Kapitel 1
'Ich weiß, du kannst es nicht leiden, aber es ist wichtig.' Stefan Eisner lächelte seinen Nachhilfeschüler aufmunternd an. 'Sag bitte die drei Binomischen Formeln auf!'
'Das behauptet mein Mathe-Lehrer auch immer, dass es wichtig ist, aber ich verstehe den Grund immer noch nicht.' Auf Jans Stirn bildete sich eine Unmutsfalte. 'Für mich klingt es nach blöder Auswendiglernerei, damit kann ich nichts anfangen.'
'Ja, Mathe ist manchmal auch Auswendiglernen, aber zum Glück nur selten, denn ich mag das auch nicht.' Stefans Miene wurde wieder ernst. 'So ein paar Sachen wie die Binomischen Formeln oder eben die Mitternachtsformel gehören einfach dazu. Genaugenommen auch der Satz des Pythagoras, aber bei dem kommt es dir doch schon gar nicht mehr so vor, den hast du nämlich inzwischen intus.'
'Stimmt.' Jetzt grinste Jan und dozierte: 'Die Summe der Kathetenquadrate entspricht dem Quadrat über der Hypotenuse. Wenn wir die üblichen Formelzeichen verwenden, sagen wir oft auch >C-Quadrat gleich A-Quadrat plus B-Quadrat<.'
'Sag ich doch.' Stefan nickte. 'Den hast du intus.'
'Aber die Binome wollen einfach nicht in meinen Schädel. Schon allein dieser blöde Name bereitet mir Kopfschmerzen. Und wozu die Dinger gut sein sollen, ist mir immer noch nicht klar.'
'Ihr macht doch gerade auch die Parabel, oder nicht?'
Jan nickte und setzte mit stolzem Unterton dazu: 'Die hab ich sogar halbwegs kapiert!'
'Dann sag mir mal, wie du die Lage des Scheitelpunkts ermittelst, ohne dass du eine Zeichnung hast, also nur aus der Parabelgleichung heraus.'
'Na, mit der Scheitelpunktform der Gleichung. Aus der kann ich den Scheitelpunkt einfach ablesen.'
'Sehr gut.

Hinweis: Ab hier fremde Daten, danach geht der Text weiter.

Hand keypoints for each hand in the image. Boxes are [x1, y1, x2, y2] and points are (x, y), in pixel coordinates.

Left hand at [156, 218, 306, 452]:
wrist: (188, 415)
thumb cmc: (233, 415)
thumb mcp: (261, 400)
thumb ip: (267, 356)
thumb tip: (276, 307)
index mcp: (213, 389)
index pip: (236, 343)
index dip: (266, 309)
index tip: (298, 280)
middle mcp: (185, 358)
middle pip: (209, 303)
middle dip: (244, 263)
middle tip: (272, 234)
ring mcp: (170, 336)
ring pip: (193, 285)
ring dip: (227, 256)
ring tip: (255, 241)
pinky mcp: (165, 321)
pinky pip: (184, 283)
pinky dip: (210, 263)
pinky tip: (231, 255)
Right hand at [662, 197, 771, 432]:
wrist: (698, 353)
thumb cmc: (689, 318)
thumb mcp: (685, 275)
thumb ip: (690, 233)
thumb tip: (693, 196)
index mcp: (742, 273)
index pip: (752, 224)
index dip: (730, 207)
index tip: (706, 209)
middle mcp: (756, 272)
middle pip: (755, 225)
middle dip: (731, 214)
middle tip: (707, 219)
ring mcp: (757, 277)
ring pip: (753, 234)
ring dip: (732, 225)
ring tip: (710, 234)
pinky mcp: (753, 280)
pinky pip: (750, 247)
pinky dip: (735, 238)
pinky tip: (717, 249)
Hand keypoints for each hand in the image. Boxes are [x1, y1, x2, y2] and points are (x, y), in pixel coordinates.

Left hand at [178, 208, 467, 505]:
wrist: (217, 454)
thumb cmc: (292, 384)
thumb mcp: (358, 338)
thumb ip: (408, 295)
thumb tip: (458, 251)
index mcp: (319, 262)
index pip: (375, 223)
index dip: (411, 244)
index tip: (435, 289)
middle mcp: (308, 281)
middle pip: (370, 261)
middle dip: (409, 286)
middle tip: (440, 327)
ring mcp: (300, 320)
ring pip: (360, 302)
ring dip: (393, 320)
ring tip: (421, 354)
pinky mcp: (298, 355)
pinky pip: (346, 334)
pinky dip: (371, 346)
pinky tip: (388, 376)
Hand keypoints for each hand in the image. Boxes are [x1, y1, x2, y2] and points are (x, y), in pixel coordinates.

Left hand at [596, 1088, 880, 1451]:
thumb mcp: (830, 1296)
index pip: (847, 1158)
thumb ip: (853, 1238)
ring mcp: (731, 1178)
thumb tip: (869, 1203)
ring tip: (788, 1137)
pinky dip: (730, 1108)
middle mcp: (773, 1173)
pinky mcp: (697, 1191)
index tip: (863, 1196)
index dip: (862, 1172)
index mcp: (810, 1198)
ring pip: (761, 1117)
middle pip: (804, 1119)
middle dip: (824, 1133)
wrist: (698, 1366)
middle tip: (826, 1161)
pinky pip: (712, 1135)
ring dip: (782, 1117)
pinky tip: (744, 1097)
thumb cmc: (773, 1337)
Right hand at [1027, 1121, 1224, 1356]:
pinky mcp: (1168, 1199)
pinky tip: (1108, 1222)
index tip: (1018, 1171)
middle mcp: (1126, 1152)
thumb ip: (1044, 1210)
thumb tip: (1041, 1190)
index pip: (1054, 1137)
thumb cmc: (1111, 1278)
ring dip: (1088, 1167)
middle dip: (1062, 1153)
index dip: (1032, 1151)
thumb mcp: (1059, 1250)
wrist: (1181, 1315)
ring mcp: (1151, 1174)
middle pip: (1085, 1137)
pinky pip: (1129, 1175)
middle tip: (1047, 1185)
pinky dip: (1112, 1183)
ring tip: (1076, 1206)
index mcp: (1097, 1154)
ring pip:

Und was machst du, wenn die Gleichung nicht in der Scheitelpunktform vorliegt?'
'Umformen, ist doch klar.'
'Richtig.' Stefan nickte zufrieden. 'Aber dazu brauchst du etwas Bestimmtes.'
'Die . die quadratische Ergänzung?'
'Genau! Und damit die nicht in die Hose geht, musst du die Binome können.'
'Ach so.' Jetzt klang Jan ein wenig enttäuscht. 'Also gut, ich versuch's: A plus B in Klammer zum Quadrat ist .'
In diesem Moment läutete es an der Tür der kleinen Wohnung, in der Stefan Eisner lebte, seit er bei seinem Vater ausgezogen war, weil er mit dessen neuer Lebensgefährtin einfach nicht warm wurde.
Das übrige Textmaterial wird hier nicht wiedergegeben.